Scaling Parameter-Constrained Language Models with Quality Data

Ernie Chang,Matteo Paltenghi,Yang Li,Pin-Jie Lin,Changsheng Zhao,Patrick Huber,Zechun Liu,Rastislav Rabatin,Yangyang Shi,Vikas Chandra
2024-10-04
Abstract:Scaling laws in language modeling traditionally quantify training loss as a function of dataset size and model parameters, providing compute-optimal estimates but often neglecting the impact of data quality on model generalization. In this paper, we extend the conventional understanding of scaling law by offering a microscopic view of data quality within the original formulation -- effective training tokens -- which we posit to be a critical determinant of performance for parameter-constrained language models. Specifically, we formulate the proposed term of effective training tokens to be a combination of two readily-computed indicators of text: (i) text diversity and (ii) syntheticity as measured by a teacher model.
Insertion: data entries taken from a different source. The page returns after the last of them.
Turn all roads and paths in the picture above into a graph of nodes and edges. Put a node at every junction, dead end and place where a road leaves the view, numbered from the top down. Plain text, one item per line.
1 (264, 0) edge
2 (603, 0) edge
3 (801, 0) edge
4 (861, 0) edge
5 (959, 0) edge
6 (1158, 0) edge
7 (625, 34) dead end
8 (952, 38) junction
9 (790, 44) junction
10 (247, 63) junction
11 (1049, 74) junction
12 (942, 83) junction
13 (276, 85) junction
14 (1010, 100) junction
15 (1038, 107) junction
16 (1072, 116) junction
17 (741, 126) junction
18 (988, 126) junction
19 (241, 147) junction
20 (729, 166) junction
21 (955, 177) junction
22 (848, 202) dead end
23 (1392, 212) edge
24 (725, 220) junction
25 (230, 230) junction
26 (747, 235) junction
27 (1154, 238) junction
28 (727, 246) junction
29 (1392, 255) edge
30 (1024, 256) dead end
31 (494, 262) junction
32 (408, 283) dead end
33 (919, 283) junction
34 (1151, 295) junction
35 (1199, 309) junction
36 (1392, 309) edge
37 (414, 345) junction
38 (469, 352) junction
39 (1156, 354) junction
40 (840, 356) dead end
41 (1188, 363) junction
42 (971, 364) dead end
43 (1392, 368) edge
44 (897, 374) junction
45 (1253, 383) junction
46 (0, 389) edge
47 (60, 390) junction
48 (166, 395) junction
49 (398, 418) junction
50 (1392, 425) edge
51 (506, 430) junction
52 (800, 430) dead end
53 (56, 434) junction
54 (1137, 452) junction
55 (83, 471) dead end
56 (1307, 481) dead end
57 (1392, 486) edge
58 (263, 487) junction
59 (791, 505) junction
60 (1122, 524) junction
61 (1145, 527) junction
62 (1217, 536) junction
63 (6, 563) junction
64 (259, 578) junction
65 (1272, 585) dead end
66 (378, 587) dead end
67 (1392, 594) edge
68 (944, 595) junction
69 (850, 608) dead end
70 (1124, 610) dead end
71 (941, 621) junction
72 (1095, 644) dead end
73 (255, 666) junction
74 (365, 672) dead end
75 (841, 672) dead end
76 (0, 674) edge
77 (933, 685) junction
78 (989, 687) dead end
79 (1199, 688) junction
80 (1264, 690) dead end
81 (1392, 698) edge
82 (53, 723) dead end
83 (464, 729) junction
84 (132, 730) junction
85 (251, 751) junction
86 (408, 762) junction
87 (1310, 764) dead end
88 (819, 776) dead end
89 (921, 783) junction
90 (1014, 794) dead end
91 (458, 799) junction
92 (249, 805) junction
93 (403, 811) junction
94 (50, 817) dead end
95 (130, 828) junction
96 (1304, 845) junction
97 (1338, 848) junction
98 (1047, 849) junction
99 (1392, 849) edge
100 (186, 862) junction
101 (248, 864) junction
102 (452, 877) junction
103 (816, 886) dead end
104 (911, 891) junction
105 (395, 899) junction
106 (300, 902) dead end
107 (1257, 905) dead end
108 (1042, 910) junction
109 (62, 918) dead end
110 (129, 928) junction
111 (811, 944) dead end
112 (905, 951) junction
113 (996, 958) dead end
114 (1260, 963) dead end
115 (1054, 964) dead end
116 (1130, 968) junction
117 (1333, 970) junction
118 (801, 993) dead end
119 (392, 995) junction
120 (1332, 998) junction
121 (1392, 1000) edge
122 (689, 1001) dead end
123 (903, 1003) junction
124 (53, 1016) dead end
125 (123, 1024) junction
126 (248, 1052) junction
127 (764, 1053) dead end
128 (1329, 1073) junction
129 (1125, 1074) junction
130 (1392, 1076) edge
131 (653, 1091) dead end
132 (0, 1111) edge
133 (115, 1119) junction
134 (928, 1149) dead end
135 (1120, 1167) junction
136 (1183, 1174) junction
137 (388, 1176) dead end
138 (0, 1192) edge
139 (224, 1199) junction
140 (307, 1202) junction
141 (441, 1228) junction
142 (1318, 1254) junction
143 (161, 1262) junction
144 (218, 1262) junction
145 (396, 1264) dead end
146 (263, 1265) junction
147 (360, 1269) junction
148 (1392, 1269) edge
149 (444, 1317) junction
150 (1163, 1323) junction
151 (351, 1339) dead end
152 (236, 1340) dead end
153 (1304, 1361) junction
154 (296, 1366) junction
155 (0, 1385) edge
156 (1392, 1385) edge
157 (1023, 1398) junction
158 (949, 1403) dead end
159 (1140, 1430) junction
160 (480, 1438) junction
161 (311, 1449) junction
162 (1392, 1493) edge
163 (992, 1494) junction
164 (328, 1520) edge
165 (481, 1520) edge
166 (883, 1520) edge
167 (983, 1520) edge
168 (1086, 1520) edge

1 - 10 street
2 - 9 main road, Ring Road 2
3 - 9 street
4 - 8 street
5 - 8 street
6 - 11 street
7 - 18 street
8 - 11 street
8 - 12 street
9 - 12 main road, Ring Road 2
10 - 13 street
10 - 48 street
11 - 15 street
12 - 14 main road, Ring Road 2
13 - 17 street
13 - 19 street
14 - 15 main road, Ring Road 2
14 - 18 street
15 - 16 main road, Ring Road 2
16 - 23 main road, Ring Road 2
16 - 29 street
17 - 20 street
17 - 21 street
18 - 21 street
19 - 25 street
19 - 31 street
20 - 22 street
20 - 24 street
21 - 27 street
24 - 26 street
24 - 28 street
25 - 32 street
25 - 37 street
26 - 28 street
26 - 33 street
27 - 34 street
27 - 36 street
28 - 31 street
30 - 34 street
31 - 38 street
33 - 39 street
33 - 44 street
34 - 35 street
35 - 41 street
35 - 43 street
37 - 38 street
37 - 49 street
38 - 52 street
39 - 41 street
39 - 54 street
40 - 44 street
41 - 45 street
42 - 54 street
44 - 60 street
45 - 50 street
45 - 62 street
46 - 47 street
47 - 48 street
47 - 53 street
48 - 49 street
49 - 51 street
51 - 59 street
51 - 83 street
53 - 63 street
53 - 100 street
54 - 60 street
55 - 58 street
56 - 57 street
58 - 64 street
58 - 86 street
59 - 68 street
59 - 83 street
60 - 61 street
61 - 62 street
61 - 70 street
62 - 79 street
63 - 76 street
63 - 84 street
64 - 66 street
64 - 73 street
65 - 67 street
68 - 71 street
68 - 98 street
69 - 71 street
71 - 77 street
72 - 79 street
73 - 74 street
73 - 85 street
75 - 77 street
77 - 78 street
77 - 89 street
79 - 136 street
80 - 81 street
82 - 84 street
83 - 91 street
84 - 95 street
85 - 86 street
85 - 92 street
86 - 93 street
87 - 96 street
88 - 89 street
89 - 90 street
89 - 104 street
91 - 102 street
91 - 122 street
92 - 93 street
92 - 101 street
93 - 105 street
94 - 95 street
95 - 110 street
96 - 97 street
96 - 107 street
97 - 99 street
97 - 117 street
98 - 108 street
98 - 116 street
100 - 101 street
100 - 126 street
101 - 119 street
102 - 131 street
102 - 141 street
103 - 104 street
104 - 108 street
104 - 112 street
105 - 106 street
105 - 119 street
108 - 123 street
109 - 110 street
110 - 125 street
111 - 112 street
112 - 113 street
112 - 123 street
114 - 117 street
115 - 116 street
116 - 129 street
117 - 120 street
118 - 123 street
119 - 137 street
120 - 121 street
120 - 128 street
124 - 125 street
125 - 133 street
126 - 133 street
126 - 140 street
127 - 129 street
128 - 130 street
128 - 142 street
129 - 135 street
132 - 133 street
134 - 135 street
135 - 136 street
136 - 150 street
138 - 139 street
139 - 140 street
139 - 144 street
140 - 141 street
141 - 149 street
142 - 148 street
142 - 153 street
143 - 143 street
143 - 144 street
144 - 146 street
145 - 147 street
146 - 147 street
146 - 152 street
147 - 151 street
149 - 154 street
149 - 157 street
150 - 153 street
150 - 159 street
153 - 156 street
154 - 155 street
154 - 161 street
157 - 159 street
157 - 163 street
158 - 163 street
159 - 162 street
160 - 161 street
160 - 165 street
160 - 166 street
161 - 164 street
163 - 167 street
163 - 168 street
We pretrained over $200$ models of 25M to 1.5B parameters on a diverse set of sampled, synthetic data, and estimated the constants that relate text quality, model size, training tokens, and eight reasoning task accuracy scores. We demonstrated the estimated constants yield +0.83 Pearson correlation with true accuracies, and analyzed it in scenarios involving widely-used data techniques such as data sampling and synthesis which aim to improve data quality.
Computation and Language,Artificial Intelligence
What problem does this paper attempt to address?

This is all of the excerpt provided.